* EXERCISE: Your task is to repeat the entries underneath exactly, minus the pictures.

(Stored data entries)
········

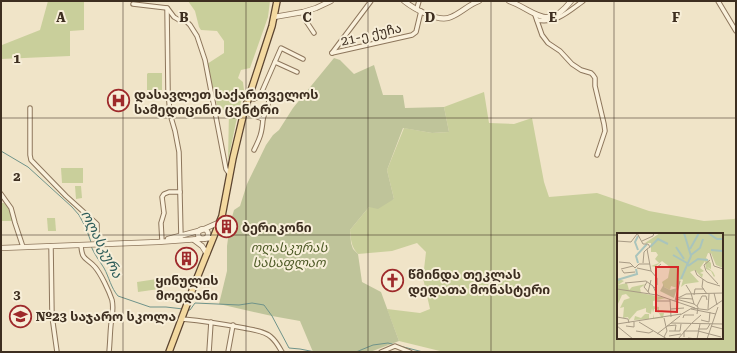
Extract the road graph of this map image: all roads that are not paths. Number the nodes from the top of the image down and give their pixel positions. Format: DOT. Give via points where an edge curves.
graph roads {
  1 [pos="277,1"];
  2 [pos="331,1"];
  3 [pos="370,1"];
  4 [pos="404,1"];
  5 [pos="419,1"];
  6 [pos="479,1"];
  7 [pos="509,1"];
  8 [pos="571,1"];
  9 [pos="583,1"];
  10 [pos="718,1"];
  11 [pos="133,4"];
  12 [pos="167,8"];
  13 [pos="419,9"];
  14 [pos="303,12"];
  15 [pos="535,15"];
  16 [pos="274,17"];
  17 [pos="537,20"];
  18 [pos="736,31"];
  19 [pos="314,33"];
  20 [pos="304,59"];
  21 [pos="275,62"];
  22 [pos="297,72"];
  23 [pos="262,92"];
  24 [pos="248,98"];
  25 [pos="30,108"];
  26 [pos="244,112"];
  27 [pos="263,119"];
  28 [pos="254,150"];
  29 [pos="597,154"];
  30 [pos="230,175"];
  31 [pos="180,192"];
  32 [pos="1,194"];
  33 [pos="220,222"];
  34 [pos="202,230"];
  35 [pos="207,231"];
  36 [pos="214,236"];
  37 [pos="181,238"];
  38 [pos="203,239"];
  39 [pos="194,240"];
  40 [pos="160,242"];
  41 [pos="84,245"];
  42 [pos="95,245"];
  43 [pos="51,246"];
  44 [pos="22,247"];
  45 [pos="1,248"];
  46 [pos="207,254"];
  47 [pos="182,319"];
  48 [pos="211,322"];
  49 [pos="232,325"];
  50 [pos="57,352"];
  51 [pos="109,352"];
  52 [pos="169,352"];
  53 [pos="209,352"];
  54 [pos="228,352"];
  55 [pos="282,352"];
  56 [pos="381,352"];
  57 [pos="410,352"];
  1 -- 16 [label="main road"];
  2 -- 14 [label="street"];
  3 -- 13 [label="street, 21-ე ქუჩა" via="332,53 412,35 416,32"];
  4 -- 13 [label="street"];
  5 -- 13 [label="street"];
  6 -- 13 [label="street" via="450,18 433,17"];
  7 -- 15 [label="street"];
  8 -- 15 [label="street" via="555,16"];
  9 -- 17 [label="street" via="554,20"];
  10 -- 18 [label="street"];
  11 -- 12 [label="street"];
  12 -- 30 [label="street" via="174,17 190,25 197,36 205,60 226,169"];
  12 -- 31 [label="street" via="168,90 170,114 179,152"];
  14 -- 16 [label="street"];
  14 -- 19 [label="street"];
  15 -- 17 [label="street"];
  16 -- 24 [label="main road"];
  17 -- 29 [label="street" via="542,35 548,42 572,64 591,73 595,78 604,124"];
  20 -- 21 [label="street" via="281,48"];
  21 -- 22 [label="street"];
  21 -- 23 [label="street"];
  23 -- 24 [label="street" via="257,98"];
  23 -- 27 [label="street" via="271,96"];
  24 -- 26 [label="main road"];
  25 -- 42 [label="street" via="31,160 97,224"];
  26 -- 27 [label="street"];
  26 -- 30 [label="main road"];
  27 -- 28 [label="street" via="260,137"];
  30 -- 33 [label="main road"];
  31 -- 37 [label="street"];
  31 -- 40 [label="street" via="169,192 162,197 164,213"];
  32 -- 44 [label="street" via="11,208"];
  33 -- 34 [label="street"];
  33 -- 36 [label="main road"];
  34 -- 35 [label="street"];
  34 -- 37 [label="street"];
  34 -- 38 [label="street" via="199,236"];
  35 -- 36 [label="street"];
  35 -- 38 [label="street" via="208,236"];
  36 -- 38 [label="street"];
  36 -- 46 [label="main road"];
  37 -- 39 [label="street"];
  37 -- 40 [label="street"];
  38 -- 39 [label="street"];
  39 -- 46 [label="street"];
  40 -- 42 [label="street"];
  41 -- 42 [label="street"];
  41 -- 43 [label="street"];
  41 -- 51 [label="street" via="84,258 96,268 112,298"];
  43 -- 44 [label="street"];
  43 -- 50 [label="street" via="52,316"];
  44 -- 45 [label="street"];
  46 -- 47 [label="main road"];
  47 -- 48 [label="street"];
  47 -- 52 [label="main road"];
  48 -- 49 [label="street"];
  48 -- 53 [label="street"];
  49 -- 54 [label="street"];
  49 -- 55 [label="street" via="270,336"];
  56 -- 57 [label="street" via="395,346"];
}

········

* ANSWER SPACE:
Extract the road graph of this map image: all roads that are not paths. Number the nodes from the top of the image down and give their pixel positions. Format: DOT. Give via points where an edge curves.
graph roads {
  1 [pos="277,1"];
  2 [pos="331,1"];
  3 [pos="370,1"];
  4 [pos="404,1"];
  5 [pos="419,1"];
  6 [pos="479,1"];
  7 [pos="509,1"];
  8 [pos="571,1"];
  9 [pos="583,1"];
  10 [pos="718,1"];
  11 [pos="133,4"];
  12 [pos="167,8"];
  13 [pos="419,9"];
  14 [pos="303,12"];
  15 [pos="535,15"];
  16 [pos="274,17"];
  17 [pos="537,20"];
  18 [pos="736,31"];
  19 [pos="314,33"];
  20 [pos="304,59"];
  21 [pos="275,62"];
  22 [pos="297,72"];
  23 [pos="262,92"];
  24 [pos="248,98"];
  25 [pos="30,108"];
  26 [pos="244,112"];
  27 [pos="263,119"];
  28 [pos="254,150"];
  29 [pos="597,154"];
  30 [pos="230,175"];
  31 [pos="180,192"];
  32 [pos="1,194"];
  33 [pos="220,222"];
  34 [pos="202,230"];
  35 [pos="207,231"];
  36 [pos="214,236"];
  37 [pos="181,238"];
  38 [pos="203,239"];
  39 [pos="194,240"];
  40 [pos="160,242"];
  41 [pos="84,245"];
  42 [pos="95,245"];
  43 [pos="51,246"];
  44 [pos="22,247"];
  45 [pos="1,248"];
  46 [pos="207,254"];
  47 [pos="182,319"];
  48 [pos="211,322"];
  49 [pos="232,325"];
  50 [pos="57,352"];
  51 [pos="109,352"];
  52 [pos="169,352"];
  53 [pos="209,352"];
  54 [pos="228,352"];
  55 [pos="282,352"];
  56 [pos="381,352"];
  57 [pos="410,352"];
  1 -- 16 [label="main road"];
  2 -- 14 [label="street"];
  3 -- 13 [label="street, 21-ე ქუჩა" via="332,53 412,35 416,32"];
  4 -- 13 [label="street"];
  5 -- 13 [label="street"];
  6 -- 13 [label="street" via="450,18 433,17"];
  7 -- 15 [label="street"];
  8 -- 15 [label="street" via="555,16"];
  9 -- 17 [label="street" via="554,20"];
  10 -- 18 [label="street"];
  11 -- 12 [label="street"];
  12 -- 30 [label="street" via="174,17 190,25 197,36 205,60 226,169"];
  12 -- 31 [label="street" via="168,90 170,114 179,152"];
  14 -- 16 [label="street"];
  14 -- 19 [label="street"];
  15 -- 17 [label="street"];
  16 -- 24 [label="main road"];
  17 -- 29 [label="street" via="542,35 548,42 572,64 591,73 595,78 604,124"];
  20 -- 21 [label="street" via="281,48"];
  21 -- 22 [label="street"];
  21 -- 23 [label="street"];
  23 -- 24 [label="street" via="257,98"];
  23 -- 27 [label="street" via="271,96"];
  24 -- 26 [label="main road"];
  25 -- 42 [label="street" via="31,160 97,224"];
  26 -- 27 [label="street"];
  26 -- 30 [label="main road"];
  27 -- 28 [label="street" via="260,137"];
  30 -- 33 [label="main road"];
  31 -- 37 [label="street"];
  31 -- 40 [label="street" via="169,192 162,197 164,213"];
  32 -- 44 [label="street" via="11,208"];
  33 -- 34 [label="street"];
  33 -- 36 [label="main road"];
  34 -- 35 [label="street"];
  34 -- 37 [label="street"];
  34 -- 38 [label="street" via="199,236"];
  35 -- 36 [label="street"];
  35 -- 38 [label="street" via="208,236"];
  36 -- 38 [label="street"];
  36 -- 46 [label="main road"];
  37 -- 39 [label="street"];
  37 -- 40 [label="street"];
  38 -- 39 [label="street"];
  39 -- 46 [label="street"];
  40 -- 42 [label="street"];
  41 -- 42 [label="street"];
  41 -- 43 [label="street"];
  41 -- 51 [label="street" via="84,258 96,268 112,298"];
  43 -- 44 [label="street"];
  43 -- 50 [label="street" via="52,316"];
  44 -- 45 [label="street"];
  46 -- 47 [label="main road"];
  47 -- 48 [label="street"];
  47 -- 52 [label="main road"];
  48 -- 49 [label="street"];
  48 -- 53 [label="street"];
  49 -- 54 [label="street"];
  49 -- 55 [label="street" via="270,336"];
  56 -- 57 [label="street" via="395,346"];
}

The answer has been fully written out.